# Required work:
Look through the lines below and extract each one that contains "sans".

# Data items:
◆ ◆ ◆

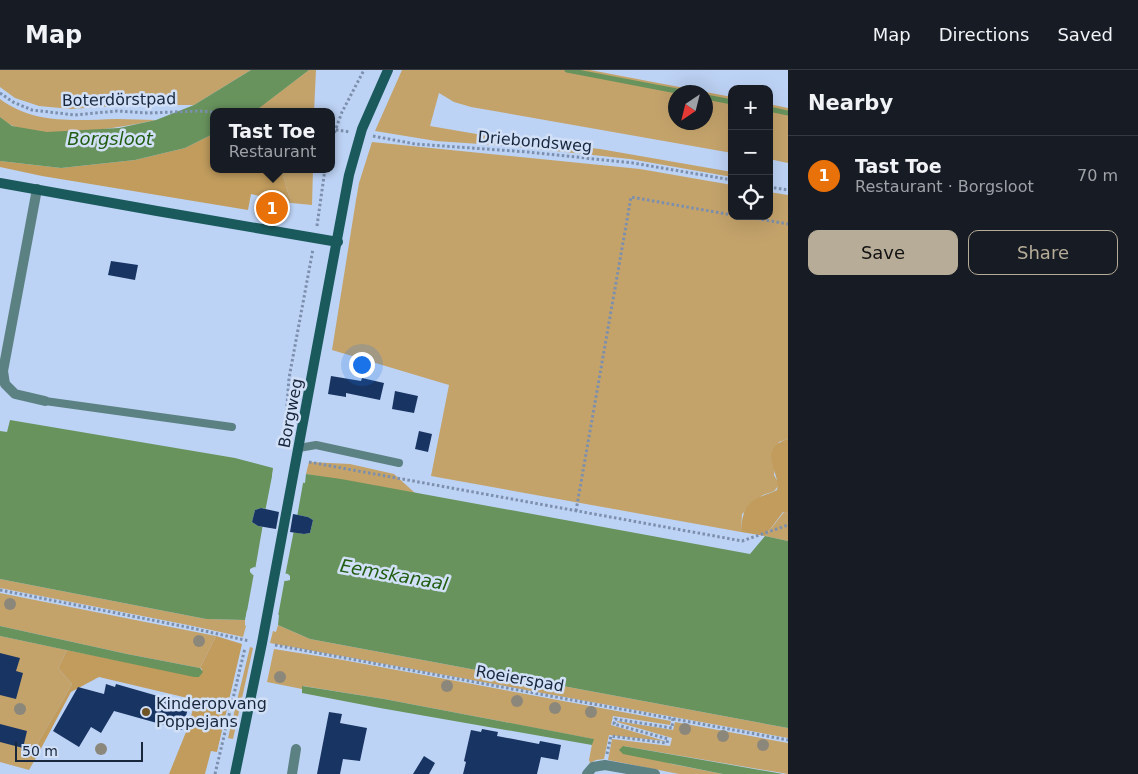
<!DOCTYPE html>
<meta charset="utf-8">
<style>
:root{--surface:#171b24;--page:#20242c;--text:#f1f3f6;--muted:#9ea1a6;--line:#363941;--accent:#b6ac98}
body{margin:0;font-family:"DejaVu Sans",sans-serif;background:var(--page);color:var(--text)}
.controls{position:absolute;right:15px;top:15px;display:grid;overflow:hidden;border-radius:10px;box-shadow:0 5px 20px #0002}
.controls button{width:45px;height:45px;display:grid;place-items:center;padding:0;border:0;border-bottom:1px solid var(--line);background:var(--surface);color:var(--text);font:25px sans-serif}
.compass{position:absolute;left:668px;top:15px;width:45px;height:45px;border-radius:50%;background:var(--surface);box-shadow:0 5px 20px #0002;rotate:215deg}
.scale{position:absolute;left:15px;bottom:12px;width:128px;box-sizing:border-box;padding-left:5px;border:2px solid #19273c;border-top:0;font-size:14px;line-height:18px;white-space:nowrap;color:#19273c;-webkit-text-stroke:4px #d1e0f7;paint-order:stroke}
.you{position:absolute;left:361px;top:294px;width:18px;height:18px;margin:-12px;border:4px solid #fff;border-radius:50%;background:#1a73e8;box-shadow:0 0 0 8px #1a73e833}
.badge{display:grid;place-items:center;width:32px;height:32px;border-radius:50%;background:var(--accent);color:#fff;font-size:16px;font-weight:700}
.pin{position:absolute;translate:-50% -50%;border:2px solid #fff;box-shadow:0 1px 5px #0006}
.popup{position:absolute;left:210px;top:38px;width:125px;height:65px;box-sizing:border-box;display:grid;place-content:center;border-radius:10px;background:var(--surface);filter:drop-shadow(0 1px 4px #0005);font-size:16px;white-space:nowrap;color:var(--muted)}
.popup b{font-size:19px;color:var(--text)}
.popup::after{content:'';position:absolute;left:50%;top:100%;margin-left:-10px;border:10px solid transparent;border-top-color:var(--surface)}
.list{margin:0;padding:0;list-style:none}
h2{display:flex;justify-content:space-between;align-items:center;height:65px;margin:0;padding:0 20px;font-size:21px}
h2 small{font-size:16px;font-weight:400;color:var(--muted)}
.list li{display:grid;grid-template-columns:32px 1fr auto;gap:15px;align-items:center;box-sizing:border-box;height:80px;padding:0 20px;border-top:1px solid var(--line)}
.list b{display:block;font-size:19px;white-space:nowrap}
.list p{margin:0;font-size:16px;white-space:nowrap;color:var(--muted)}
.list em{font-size:16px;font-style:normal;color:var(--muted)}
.actions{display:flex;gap:10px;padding:15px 20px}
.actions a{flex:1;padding:11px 0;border:1px solid var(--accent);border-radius:10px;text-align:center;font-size:18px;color:var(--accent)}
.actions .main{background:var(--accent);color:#111}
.icon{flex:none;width:28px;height:28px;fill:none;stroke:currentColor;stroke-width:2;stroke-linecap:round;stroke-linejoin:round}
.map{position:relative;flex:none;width:788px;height:704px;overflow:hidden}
header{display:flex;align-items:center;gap:30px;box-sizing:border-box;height:70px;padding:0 25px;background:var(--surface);border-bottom:1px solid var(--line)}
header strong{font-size:24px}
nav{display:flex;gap:28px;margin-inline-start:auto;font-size:18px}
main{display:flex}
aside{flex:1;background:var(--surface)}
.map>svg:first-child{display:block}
</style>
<header>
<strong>Map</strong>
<nav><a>Map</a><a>Directions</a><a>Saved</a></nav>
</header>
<main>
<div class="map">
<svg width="788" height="704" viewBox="0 0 788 704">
<rect width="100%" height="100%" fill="#bdd3f5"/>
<g fill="#c4a36b" fill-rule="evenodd">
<polygon points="0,0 251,0 194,35 129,35 71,39 39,36 15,28 0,17"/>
<polygon points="309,0 316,0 314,42 267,42 256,40"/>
<path d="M402 0H590L732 27V83L471 37 454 32 439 23 430 56 518 71 600 79 732 102V107L630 89 509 76 436 71 375 61ZM676 22H706V52H676Z"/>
<path d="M0 29C35 55 76 50 117 49 130 49 143 50 156 50 119 58 49 70 13 56 8 54 4 50 0 47Z"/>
<polygon points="769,34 788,38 788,93 769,89"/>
<path d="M372 72 640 99 732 115V146H769V122L788 125V369L779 372 774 405 779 414C775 423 771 422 763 425 756 429 748 439 742 444L741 462 431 406 449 315 332 280 356 130 359 113Z"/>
<polygon points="281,99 313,99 312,135 291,133"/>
<polygon points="309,392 350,394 394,404 415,423 306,404"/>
<polygon points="784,442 788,443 788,471 765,466"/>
<polygon points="0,509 206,549 245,550 245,555 246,556 243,567 188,555 0,518"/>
<polygon points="0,523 216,566 200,598 127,584 0,556"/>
<polygon points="278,555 310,569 788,658 788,668 270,573 273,561 276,562"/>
<polygon points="0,566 67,580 58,598 72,614 36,676 37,686 29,700 0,692"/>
<polygon points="250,577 253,578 233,669 228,668"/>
<polygon points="274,579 343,590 671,651 670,655 613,646 611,655 665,671 609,665 604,689 596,690 590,693 589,690 593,669 384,629 303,616 302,619 267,612"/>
<polygon points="617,651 673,660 675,652 788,673 788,704 623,676 672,694 723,704 679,704 608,690 612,669 670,676 672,668 617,652"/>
</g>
<g fill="#c19c5d">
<polygon points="213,64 213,99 281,99 291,133 251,124 248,140 42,106 0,97 0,91 61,98 135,90 185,78"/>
<path d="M788 369V443L783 442 765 466 741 462C742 445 744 433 762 426 767 424 771 423 777 420 782 405 755 379 788 369Z"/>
<polygon points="216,566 242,574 217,682 211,681 205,704 169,704 186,662 196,630 99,607 71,622 37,686 36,676 72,614 58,598 67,580 199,607 202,599 200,598"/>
</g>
<g fill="#68935d" fill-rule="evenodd">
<polygon points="251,0 309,0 254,42 213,42 213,64 185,78 135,90 61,98 0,91 0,47 12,56 47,62 119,58 156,50 194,35"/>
<path d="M10 350 235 388 273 398 272 406 305 413 306 404 341 409 750 484 765 466 788 471V658L310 569 278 555 279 545 247 540 245 550 206 549 0 509V361L7 362ZM261 438 308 447 313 450 310 463 304 464 258 456 252 452 255 440ZM254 497 288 504 290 506V510L286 511 253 505 250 502V499Z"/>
<polygon points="0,556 127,584 200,598 203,602 199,607 194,607 0,566"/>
<polygon points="302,616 384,629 594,669 592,675 380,638 302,623"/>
<polygon points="623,676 783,704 723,704 623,684 619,680"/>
</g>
<g fill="#bdd3f5">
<polygon points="274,396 275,398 275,404 303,410 305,402 297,447 265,442"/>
<polygon points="263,454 294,460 285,506 255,500"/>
<polygon points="254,503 285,508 276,557 276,548 249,543 247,551 245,552"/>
</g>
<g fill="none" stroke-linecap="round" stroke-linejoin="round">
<g stroke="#68935d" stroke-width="5">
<polyline points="567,0 682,22"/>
<polyline points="706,27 732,32"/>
<polyline points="769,39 788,43"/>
</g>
</g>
<g fill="#183462">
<polygon points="111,191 138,195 135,210 108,205"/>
<polygon points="331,306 361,311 362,308 384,313 380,330 346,323 346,327 328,324"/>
<polygon points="395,321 418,326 414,343 392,339"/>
<polygon points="419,361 432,364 428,382 415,379"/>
<polygon points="261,438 279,442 276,459 258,456 252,452 255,440"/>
<polygon points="293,444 308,447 313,450 310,463 304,464 290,462"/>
<polygon points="0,583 20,588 16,601 23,603 16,629 0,625"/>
<polygon points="106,614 115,617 116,614 189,635 182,660 114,641 101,663 91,657 79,677 53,661 78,617 104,624"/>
<polygon points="329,642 342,644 340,653 367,658 360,691 343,689 340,704 317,704"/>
<polygon points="0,654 27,661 23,678 0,672"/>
<polygon points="482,659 498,662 497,666 539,674 540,671 561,675 558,690 541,687 537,704 463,704 466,692 464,691 471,660 481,662"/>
<polygon points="424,686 435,693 429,704 413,704"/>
</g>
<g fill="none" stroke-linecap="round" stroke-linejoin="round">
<g stroke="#7c8fac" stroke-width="3" stroke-dasharray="2.5 2.5" stroke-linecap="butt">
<polyline points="0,23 13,32 32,40 75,45 117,41 148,43 200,41 213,42"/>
<polyline points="331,59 350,62"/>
<polyline points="373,66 415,74 528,82 633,93 732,110"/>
<polyline points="331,72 342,42 364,0"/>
<polyline points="769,117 788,120"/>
<polyline points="742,146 788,154"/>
<polyline points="317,156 325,99"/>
<polyline points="284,376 289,308 313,179"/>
<polyline points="309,392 742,471 788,455"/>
<polyline points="576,441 631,127 732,145"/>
<polyline points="0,520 187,557 249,571"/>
<polyline points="275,575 788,670"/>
<polyline points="607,684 611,666 667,673 668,669 614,654 615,649 672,658 673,648"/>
<polyline points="215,704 245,578"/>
</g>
<g stroke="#5c8183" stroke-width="8">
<polyline points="45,331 232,357"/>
<polyline points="299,378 316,375 399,393"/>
</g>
<g stroke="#5c8183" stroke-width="10">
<polyline points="37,119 3,301 5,314 15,324 45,331"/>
<polyline points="292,704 296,679"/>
<polyline points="587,704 593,697 605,695 655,704"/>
</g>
<g stroke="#1a5a5d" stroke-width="10">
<polyline points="0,113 157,141 338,172"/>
<polyline points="235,704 262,573 349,105 362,59 388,0"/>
</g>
</g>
<g fill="#8c877b">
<circle cx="10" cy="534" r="6"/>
<circle cx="199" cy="571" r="6"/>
<circle cx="280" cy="607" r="6"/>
<circle cx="447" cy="616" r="6"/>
<circle cx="517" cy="631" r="6"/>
<circle cx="555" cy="638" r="6"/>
<circle cx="20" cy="639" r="6"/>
<circle cx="591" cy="642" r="6"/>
<circle cx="685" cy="659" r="6"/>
<circle cx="723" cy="666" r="6"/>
<circle cx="763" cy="675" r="6"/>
<circle cx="101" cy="679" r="6"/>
</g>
<circle fill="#6f5526" stroke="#d1e0f7" stroke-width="2" cx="146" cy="642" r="5"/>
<g text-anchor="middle" stroke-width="5" stroke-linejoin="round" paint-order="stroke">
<g font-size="16" fill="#19273c" stroke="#d1e0f7">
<text transform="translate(119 29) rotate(-1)" y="6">Boterdörstpad</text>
<text transform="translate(535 71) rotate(5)" y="6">Driebondsweg</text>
<text transform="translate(290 343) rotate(-79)" y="6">Borgweg</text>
<text transform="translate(520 608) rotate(10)" y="6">Roeierspad</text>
</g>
<g font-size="16" fill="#19273c" stroke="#d1e0f7" text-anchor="start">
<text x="156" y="639">Kinderopvang<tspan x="156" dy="18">Poppejans</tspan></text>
</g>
<g font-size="18" font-style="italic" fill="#225d11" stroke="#d1e0f7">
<text x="110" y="75">Borgsloot</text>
<text transform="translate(394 505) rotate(10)" y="6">Eemskanaal</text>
</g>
</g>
</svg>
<div class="controls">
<button>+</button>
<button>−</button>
<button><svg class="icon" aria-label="locate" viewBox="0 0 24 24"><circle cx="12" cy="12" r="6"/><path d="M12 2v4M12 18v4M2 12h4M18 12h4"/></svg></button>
</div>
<svg class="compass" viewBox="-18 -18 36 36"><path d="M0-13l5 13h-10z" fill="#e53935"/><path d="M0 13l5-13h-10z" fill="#9ea1a6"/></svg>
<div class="scale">50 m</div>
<div class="you"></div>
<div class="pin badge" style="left:272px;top:138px;background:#e8710a">1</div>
<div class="popup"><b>Tast Toe</b>Restaurant</div>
</div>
<aside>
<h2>Nearby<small></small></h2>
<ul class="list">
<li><span class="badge" style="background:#e8710a">1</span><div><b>Tast Toe</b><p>Restaurant · Borgsloot</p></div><em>70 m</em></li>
</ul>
<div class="actions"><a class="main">Save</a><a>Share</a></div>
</aside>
</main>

◆ ◆ ◆

# The answer:
body{margin:0;font-family:"DejaVu Sans",sans-serif;background:var(--page);color:var(--text)}
.controls button{width:45px;height:45px;display:grid;place-items:center;padding:0;border:0;border-bottom:1px solid var(--line);background:var(--surface);color:var(--text);font:25px sans-serif}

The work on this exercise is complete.